La designación de miembros del Ejército al frente de la Secretaría de Seguridad Pública del Distrito Federal ha suscitado numerosas y muy diversas opiniones. Conviene preguntarnos si esos cambios están justificados y tienen posibilidades de atender con eficacia las necesidades de la población en materia de seguridad, esto es, de proteger la vida y propiedad de las personas y, al mismo tiempo, de garantizar sus libertades y derechos civiles y políticos.

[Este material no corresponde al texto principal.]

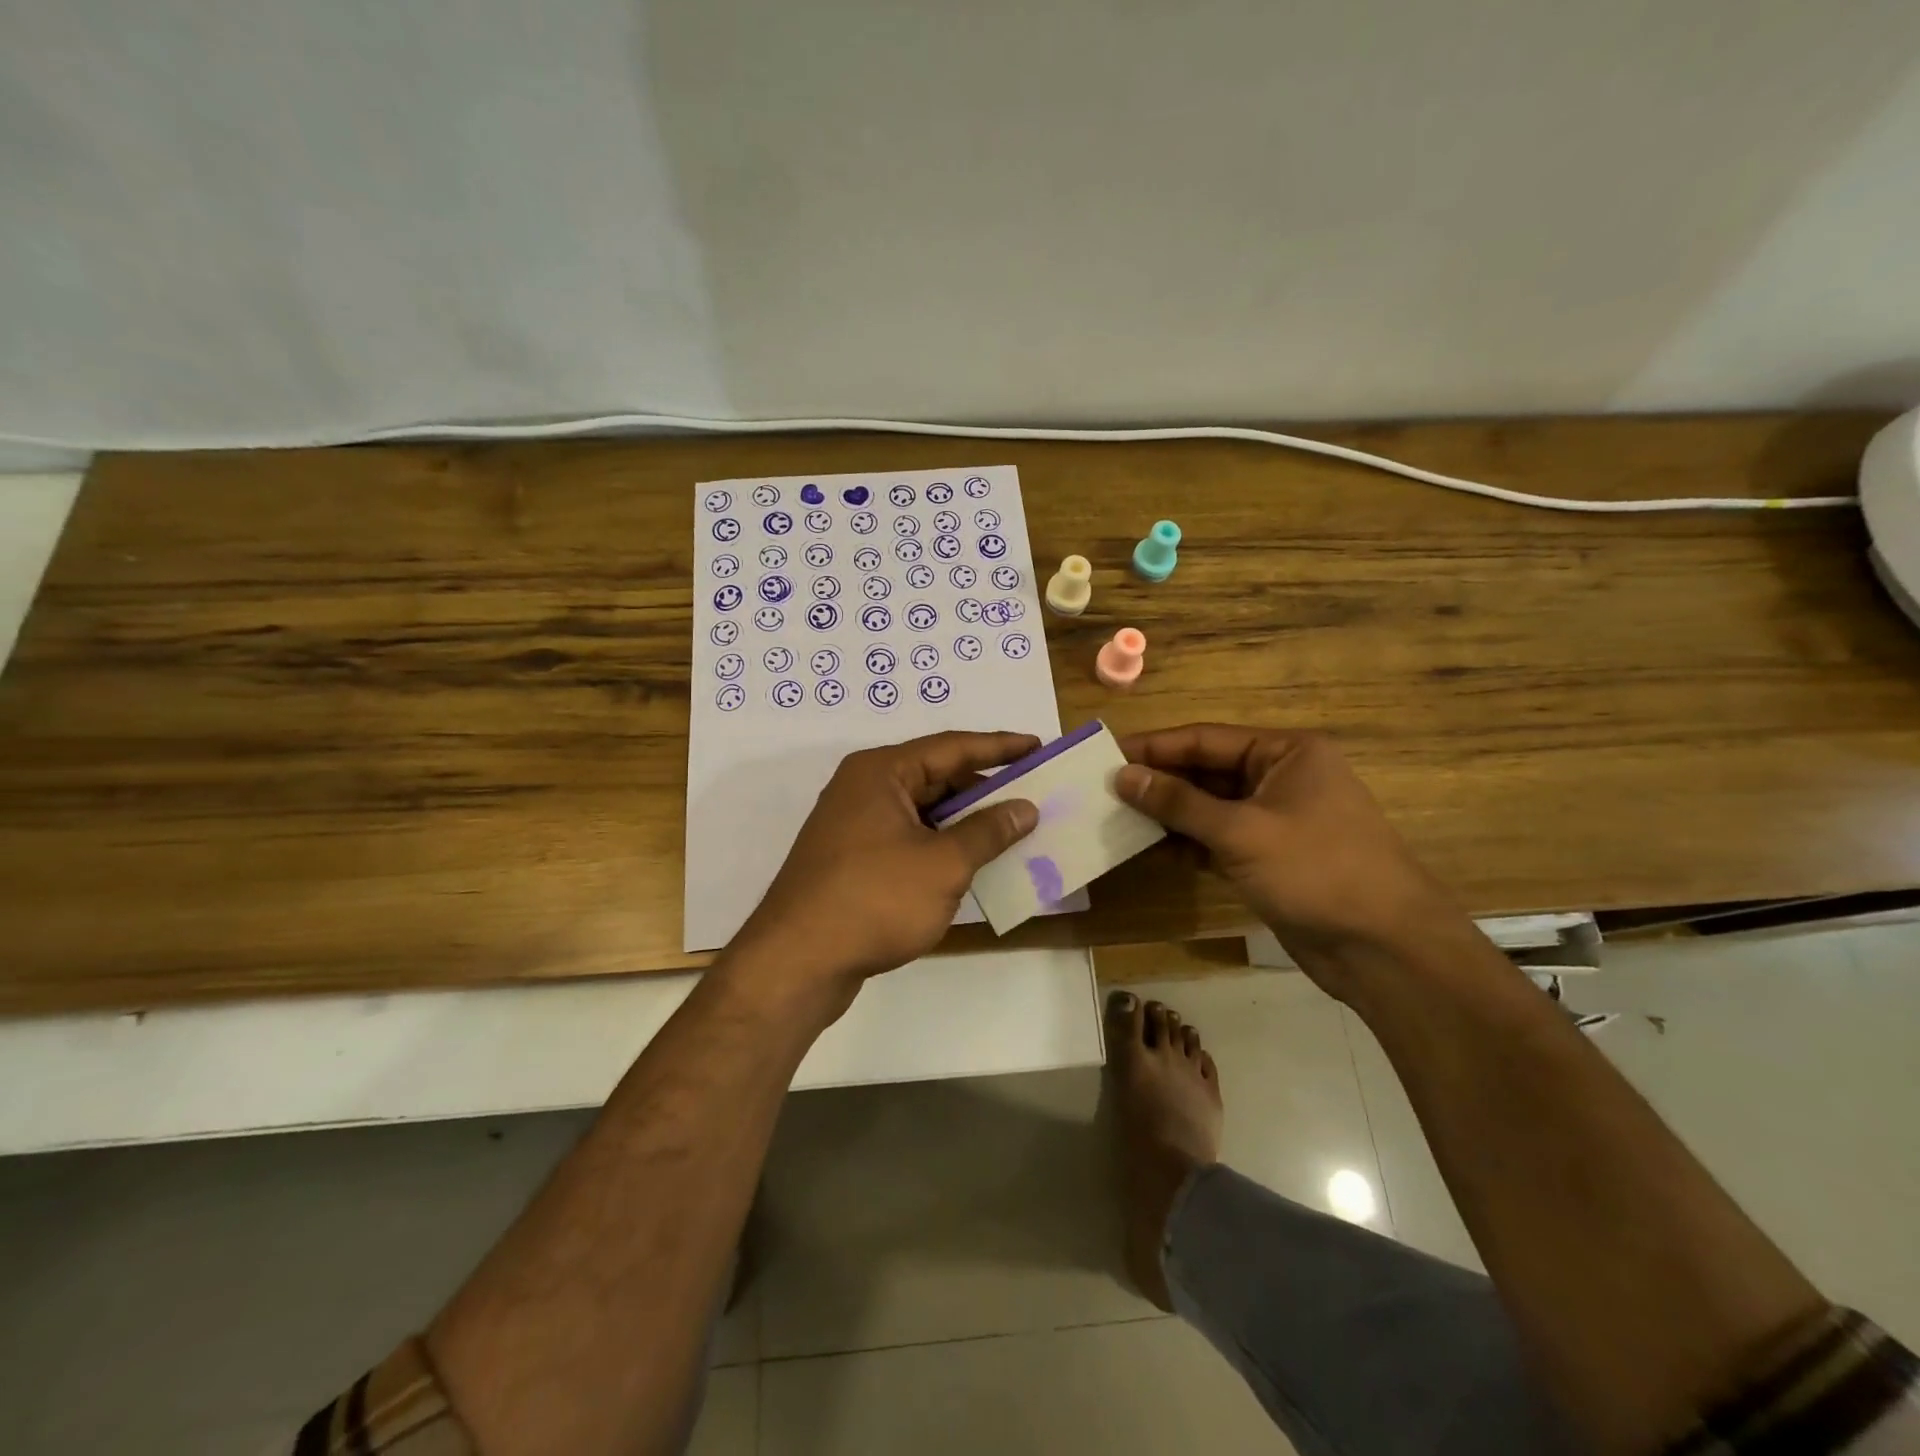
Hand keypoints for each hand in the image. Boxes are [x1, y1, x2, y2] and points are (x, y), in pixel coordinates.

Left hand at [731, 730, 1040, 995]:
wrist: (798, 962)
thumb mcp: (943, 864)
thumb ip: (988, 831)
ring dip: (965, 823)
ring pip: (923, 813)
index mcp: (882, 772)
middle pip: (936, 778)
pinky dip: (941, 848)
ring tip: (1012, 833)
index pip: (952, 747)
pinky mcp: (853, 861)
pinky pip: (909, 840)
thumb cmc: (875, 899)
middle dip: (984, 789)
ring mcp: (855, 826)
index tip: (1038, 747)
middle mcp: (865, 789)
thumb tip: (1024, 808)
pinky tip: (972, 866)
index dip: (1000, 747)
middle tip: (1032, 797)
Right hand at [1115, 724, 1452, 983]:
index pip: (1206, 739)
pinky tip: (1150, 849)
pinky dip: (1186, 843)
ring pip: (1209, 807)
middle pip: (1206, 771)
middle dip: (1159, 781)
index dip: (1155, 747)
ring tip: (1116, 817)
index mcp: (1286, 753)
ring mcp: (1275, 820)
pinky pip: (1217, 839)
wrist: (1384, 949)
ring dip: (1168, 814)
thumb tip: (1123, 776)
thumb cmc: (1317, 870)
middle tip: (1103, 789)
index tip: (1107, 754)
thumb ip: (1179, 802)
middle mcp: (1281, 778)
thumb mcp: (1241, 831)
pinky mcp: (1269, 857)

Podemos partir de dos ideas generalizadas: el incremento escandaloso de la delincuencia y la incapacidad e inoperancia de las estrategias del ex secretario, David Garay. Con relación a la primera baste decir que en los últimos años todos hemos visto o conocido de asaltos, robos, crímenes o secuestros, con una frecuencia que nuestros abuelos no imaginaron, que involucran en ocasiones a policías o ex policías, y que las estadísticas tienen bien registrados. Respecto a las políticas de Garay tomemos en cuenta la imposición del sistema de retenes y redadas que de manera flagrante violó las garantías individuales (especialmente la de libre tránsito) y que provocó la protesta unánime de partidos políticos y ciudadanos; sumemos el programa de comunicación masiva que daba la impresión de dejar en el habitante toda la responsabilidad de la seguridad pública, y concluyamos con la represión que se ejerció contra todo tipo de manifestantes, atentando contra la libertad de expresión política. Podemos decir que todos coincidimos en la urgente necesidad de cambiar al jefe de policía, es decir, en la evidencia de la enfermedad. En lo que no coincidimos es en la receta aplicada: la militarización de la policía.

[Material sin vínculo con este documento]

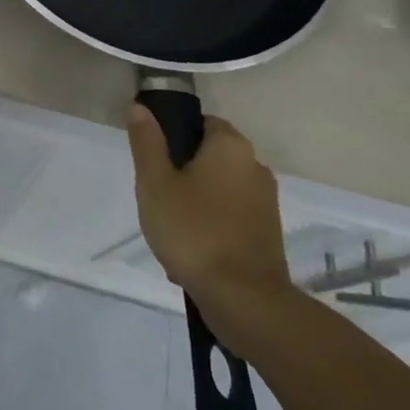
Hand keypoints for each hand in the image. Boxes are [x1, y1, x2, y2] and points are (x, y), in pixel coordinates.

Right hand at [127, 105, 297, 339]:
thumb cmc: (194, 231)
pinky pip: (231, 220)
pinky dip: (212, 229)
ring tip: (171, 232)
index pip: (200, 123)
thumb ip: (146, 142)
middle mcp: (255, 167)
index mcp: (231, 146)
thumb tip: (140, 107)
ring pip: (218, 192)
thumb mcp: (155, 183)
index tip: (153, 162)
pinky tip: (192, 255)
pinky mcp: (269, 236)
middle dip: (182, 175)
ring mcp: (266, 203)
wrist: (246, 302)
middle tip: (157, 198)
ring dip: (195, 204)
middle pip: (209, 158)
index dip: (173, 137)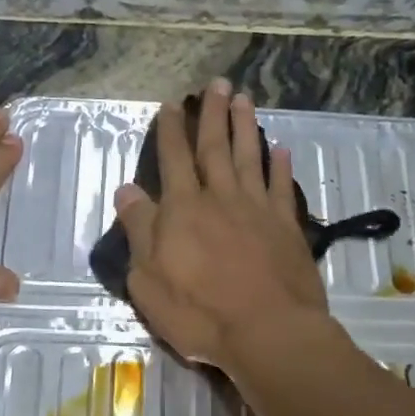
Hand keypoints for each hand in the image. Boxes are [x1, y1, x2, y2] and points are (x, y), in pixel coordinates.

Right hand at [113, 78, 330, 372]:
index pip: (173, 159)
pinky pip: (281, 187)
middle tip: (216, 83)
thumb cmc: (200, 313)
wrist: (269, 332)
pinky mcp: (287, 227)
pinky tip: (281, 148)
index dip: (171, 130)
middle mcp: (220, 198)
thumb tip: (127, 190)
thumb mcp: (148, 280)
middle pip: (215, 147)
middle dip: (212, 114)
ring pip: (250, 157)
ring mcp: (258, 210)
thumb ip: (139, 231)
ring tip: (244, 99)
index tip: (171, 104)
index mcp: (183, 210)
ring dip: (245, 126)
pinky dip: (280, 166)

Quienes han defendido el relevo militar en la Secretaría de Seguridad hablan de la implantación de la disciplina y la institucionalidad (lealtad, según los soldados), virtudes propias del Ejército y que se supone reducirán los márgenes de corrupción y aumentarán el rendimiento de la corporación. Entre estos apologistas de la mano dura algunos verán la medida como un mal necesario y otros como un bien que era obligatorio, si queríamos disfrutar de mejores niveles de seguridad.
El hecho es que la disciplina y la lealtad no garantizan la seguridad y la vida democrática. En las jornadas sangrientas del 68 el gobierno aludió con frecuencia a esas virtudes mientras reprimía a los estudiantes. No podemo concluir que es mejor la indisciplina y la deslealtad, pero sí podemos advertir que para cumplir las tareas de la Secretaría de Seguridad no basta con la aplicación ciega de la disciplina y lealtad militares.
El mando de oficiales del Ejército no garantiza seguridad y libertades políticas en la ciudad, antes bien, reduce los márgenes de la democracia en la medida en que responde a decisiones centralizadas y autoritarias, como las que se cuestionaron en la administración de Garay. No informar al pleno de la Asamblea de Representantes del Distrito Federal de sus primeras estrategias, aunque sí lo hizo con los representantes del PRI, constituye una muestra del estilo militar que ya ejerce el general Salgado.
Desafortunada ha sido la decisión de nombrar a un militar al frente de la policía capitalina. En el conjunto de la administración pública bien pudo encontrarse un sustituto civil para Garay, con capacidad para ordenar a la policía y garantizar libertades individuales y colectivas. La designación de militares no sólo nace del fracaso de Garay, sino de una inclinación política específica, la del autoritarismo.
Hoy la ciudad vive condiciones de emergencia en materia de seguridad. Es necesario profesionalizar a la policía, sanearla, incrementarla, tecnificarla, hacerla mucho más eficiente. Para eso existen sistemas administrativos y políticos de carrera. Al mismo tiempo es indispensable, irrenunciable diríamos, profundizar y extender el ejercicio de las libertades democráticas, como la de manifestación pública. Frente a ello, la disciplina y la lealtad del Ejército (que en el fondo significan maquinización, y que pueden estar al servicio de las causas más dictatoriales) constituyen una verdadera amenaza social y un retroceso político.